DATA SUPPLIED >>
◇ ◇ ◇ ◇
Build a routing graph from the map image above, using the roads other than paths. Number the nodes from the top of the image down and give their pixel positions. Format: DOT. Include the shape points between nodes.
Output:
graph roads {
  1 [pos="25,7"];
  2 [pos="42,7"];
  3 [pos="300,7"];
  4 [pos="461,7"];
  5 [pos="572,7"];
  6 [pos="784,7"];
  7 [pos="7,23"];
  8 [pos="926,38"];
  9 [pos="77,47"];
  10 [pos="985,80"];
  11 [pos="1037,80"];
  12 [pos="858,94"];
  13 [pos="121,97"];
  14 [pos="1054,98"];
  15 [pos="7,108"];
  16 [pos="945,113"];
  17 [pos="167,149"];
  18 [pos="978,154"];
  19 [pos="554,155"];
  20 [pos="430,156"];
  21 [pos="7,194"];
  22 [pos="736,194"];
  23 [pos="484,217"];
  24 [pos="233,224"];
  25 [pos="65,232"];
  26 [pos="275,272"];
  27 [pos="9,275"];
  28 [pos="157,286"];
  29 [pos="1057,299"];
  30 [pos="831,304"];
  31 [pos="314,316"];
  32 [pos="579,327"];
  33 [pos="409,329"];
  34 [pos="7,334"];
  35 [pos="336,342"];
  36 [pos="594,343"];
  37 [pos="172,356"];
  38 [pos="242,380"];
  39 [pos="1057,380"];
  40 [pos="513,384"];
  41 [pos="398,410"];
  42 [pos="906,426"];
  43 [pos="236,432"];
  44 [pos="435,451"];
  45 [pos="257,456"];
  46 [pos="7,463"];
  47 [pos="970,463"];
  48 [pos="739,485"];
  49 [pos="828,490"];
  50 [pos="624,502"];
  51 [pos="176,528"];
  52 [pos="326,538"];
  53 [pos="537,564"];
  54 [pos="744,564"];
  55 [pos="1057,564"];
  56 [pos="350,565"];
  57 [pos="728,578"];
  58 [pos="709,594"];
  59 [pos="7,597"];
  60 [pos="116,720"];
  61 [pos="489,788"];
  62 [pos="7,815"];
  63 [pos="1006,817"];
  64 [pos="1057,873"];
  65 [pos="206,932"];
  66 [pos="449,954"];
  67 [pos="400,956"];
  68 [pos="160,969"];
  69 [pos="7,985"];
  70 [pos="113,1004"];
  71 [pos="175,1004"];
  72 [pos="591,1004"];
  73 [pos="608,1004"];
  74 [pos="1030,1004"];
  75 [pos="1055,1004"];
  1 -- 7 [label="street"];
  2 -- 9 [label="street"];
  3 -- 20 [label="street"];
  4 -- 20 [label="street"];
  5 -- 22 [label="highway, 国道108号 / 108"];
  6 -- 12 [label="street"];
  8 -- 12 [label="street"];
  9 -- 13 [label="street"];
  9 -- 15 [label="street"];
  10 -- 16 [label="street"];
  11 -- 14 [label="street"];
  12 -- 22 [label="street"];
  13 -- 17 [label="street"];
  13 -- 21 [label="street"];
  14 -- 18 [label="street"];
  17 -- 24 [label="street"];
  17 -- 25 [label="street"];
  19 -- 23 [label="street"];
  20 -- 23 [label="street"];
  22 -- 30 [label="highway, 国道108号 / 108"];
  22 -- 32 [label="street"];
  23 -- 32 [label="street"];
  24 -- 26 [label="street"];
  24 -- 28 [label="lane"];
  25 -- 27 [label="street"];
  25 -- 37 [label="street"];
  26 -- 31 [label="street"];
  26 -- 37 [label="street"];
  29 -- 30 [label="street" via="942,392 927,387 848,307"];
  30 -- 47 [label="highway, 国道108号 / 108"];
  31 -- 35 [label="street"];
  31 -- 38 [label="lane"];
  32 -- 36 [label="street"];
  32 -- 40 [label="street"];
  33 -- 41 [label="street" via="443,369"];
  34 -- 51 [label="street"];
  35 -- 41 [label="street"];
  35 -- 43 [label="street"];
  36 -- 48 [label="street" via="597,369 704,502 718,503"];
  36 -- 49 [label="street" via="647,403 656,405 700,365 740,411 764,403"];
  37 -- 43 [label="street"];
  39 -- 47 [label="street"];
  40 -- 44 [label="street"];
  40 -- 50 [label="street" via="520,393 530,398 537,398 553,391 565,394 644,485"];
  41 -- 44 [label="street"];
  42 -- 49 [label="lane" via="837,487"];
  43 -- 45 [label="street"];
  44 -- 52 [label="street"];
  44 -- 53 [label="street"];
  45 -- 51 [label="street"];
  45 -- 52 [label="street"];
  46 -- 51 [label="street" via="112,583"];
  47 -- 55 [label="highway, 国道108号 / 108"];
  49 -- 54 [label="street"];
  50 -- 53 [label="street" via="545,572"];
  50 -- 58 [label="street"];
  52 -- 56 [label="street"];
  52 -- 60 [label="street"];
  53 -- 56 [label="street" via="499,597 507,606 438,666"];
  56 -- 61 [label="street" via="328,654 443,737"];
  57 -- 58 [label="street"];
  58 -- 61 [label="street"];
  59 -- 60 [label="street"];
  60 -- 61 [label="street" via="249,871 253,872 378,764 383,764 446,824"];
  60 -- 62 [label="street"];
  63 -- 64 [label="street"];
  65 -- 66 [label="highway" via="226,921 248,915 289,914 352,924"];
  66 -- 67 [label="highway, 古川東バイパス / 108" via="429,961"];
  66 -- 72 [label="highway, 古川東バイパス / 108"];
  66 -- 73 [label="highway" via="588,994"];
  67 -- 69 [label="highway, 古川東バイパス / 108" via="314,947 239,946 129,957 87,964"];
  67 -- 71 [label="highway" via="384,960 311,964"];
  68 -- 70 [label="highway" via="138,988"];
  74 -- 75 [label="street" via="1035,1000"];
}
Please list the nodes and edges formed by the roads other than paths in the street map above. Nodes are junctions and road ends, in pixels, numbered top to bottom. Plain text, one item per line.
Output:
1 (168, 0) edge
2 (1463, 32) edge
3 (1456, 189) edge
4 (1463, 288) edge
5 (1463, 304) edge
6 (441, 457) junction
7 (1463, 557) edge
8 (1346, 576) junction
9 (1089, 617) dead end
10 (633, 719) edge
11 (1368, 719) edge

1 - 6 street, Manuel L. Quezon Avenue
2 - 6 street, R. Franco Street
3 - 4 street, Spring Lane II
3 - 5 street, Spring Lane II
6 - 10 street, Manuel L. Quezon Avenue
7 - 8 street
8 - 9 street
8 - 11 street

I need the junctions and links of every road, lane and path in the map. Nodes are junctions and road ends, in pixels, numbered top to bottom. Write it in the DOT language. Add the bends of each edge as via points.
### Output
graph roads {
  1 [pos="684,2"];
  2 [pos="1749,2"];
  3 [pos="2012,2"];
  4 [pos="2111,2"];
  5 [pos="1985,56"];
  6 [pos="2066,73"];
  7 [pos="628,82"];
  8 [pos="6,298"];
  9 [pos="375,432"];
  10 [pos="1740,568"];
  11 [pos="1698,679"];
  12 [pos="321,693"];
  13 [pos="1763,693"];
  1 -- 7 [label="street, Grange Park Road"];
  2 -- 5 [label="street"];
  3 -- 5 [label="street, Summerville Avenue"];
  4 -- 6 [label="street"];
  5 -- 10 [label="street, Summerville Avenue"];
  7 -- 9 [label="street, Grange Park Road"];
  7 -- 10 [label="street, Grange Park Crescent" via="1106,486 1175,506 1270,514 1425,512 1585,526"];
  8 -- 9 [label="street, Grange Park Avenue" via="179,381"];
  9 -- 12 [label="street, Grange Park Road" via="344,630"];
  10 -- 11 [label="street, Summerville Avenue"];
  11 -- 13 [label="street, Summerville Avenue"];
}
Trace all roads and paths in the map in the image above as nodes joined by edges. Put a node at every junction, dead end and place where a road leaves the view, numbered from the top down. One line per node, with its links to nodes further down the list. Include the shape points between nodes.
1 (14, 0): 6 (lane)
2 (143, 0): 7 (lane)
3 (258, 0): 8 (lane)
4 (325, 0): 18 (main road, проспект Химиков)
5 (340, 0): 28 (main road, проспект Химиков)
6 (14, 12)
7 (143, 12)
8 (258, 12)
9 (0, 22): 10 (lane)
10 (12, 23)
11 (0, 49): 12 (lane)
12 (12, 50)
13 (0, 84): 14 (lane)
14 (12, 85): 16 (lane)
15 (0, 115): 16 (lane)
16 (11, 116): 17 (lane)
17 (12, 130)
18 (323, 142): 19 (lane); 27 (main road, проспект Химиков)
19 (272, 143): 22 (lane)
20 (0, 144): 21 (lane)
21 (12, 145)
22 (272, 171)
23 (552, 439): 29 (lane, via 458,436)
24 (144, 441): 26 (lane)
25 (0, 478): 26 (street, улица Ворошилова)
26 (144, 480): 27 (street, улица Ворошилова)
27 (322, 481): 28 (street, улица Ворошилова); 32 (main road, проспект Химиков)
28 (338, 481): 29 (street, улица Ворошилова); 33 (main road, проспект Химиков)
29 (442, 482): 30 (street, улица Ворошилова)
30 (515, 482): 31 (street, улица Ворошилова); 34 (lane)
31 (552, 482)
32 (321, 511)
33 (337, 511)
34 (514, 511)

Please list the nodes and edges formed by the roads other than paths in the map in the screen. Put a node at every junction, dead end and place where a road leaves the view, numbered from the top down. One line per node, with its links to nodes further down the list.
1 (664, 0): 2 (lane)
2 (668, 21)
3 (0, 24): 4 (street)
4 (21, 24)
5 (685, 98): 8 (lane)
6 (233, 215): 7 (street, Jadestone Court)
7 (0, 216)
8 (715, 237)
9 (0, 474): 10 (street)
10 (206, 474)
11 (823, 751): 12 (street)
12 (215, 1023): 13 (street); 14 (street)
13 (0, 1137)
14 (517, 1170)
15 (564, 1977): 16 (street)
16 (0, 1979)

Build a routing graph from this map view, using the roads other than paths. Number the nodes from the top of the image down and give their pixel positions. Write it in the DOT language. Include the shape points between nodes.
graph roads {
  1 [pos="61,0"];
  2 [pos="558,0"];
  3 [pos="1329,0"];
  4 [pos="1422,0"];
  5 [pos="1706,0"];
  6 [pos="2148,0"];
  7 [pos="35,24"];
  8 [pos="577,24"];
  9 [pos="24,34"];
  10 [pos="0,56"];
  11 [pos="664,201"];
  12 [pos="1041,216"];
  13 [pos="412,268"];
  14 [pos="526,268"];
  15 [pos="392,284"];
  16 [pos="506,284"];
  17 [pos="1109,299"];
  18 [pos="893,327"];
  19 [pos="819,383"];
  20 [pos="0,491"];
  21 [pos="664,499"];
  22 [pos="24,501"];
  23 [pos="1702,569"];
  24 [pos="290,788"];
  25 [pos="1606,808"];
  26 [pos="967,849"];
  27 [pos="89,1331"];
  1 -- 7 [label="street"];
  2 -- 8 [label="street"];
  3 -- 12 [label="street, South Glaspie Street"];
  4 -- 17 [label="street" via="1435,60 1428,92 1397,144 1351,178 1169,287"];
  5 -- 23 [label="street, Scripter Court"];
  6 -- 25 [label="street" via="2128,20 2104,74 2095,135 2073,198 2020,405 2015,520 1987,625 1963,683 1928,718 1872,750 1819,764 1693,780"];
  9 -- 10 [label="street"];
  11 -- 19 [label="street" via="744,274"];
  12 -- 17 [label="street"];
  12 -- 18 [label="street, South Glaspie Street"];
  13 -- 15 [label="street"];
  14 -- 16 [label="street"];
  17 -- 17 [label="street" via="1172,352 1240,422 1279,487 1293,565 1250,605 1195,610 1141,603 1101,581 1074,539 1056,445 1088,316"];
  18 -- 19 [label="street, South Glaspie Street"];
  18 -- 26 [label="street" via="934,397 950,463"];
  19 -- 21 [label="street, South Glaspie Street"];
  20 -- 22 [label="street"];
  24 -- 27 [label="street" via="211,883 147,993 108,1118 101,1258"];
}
◇ ◇ ◇ ◇
EXERCISE >> Copy every line of the listing that contains the word "Park".

RESULT >>
  1 -- 7 [label="street, Grange Park Road"];
  7 -- 9 [label="street, Grange Park Road"];
  7 -- 10 [label="street, Grange Park Crescent" via="1106,486 1175,506 1270,514 1425,512 1585,526"];
  8 -- 9 [label="street, Grange Park Avenue" via="179,381"];
  9 -- 12 [label="street, Grange Park Road" via="344,630"];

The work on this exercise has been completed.